**WHAT THE TASK ASKS**
From the entries below, retype only the lines from the one with "ring tip: (43, 265)" through the one with "middle tip: (164, 162)", exactly as written.
────────────────────
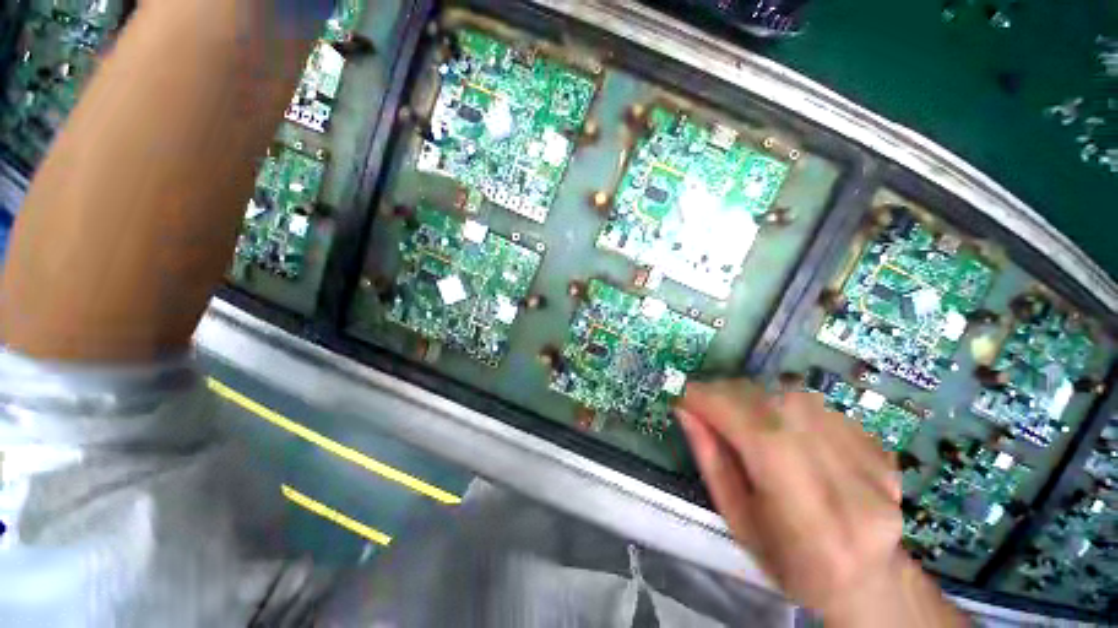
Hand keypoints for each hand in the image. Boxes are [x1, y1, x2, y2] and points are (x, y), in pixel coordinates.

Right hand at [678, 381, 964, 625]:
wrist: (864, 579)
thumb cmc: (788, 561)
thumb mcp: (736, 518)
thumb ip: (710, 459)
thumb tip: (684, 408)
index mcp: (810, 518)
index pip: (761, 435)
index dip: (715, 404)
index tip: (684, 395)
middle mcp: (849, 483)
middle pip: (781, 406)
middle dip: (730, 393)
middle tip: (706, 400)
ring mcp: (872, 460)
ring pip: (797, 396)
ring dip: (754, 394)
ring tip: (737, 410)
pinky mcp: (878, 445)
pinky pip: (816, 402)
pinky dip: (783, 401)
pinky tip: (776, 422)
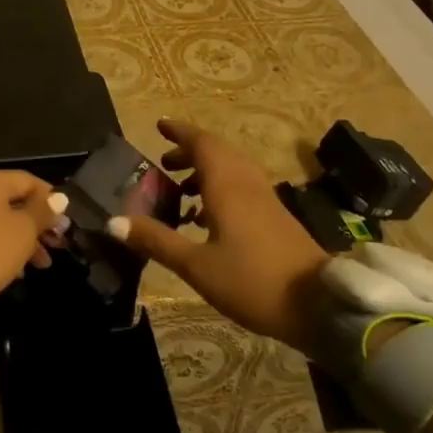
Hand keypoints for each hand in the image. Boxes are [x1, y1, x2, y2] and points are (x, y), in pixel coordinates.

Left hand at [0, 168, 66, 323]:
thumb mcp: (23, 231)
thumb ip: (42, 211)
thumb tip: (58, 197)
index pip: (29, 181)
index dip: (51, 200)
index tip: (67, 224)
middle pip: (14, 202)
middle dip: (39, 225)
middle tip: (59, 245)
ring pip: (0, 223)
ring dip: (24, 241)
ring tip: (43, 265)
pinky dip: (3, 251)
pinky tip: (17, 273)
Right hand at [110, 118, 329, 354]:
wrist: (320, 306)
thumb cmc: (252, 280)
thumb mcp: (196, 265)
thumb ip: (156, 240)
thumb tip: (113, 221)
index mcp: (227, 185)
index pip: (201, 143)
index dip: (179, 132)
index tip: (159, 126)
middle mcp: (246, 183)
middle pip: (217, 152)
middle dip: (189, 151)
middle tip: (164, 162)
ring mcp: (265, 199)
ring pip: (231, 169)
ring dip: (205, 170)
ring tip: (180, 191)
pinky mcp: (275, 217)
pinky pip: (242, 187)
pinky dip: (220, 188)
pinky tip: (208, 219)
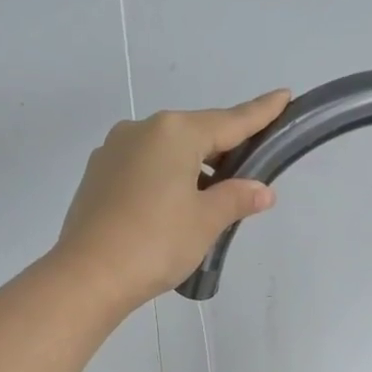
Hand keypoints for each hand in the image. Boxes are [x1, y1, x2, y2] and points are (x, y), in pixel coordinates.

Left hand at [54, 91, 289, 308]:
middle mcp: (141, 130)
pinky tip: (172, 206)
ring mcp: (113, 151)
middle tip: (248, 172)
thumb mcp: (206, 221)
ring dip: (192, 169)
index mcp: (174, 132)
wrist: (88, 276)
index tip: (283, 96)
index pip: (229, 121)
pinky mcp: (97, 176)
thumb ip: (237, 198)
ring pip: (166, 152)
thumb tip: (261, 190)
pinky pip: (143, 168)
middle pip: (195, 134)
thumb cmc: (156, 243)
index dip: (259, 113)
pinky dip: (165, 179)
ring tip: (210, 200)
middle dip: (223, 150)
────────────────────
**SOLUTION**
ring tip: (43, 265)
pinky dip: (3, 251)
pinky tip: (17, 273)
Right hand at [110, 118, 329, 354]:
wrist: (320, 306)
thumb cmc: (252, 280)
thumb mcp: (196, 265)
thumb ip: (156, 240)
thumb tip: (113, 221)
index mcp: (227, 185)
index pip: (201, 143)
index dip: (179, 132)
index tip: (159, 126)
middle mcp: (246, 183)
middle pip: (217, 152)
middle dip: (189, 151)
middle tip: (164, 162)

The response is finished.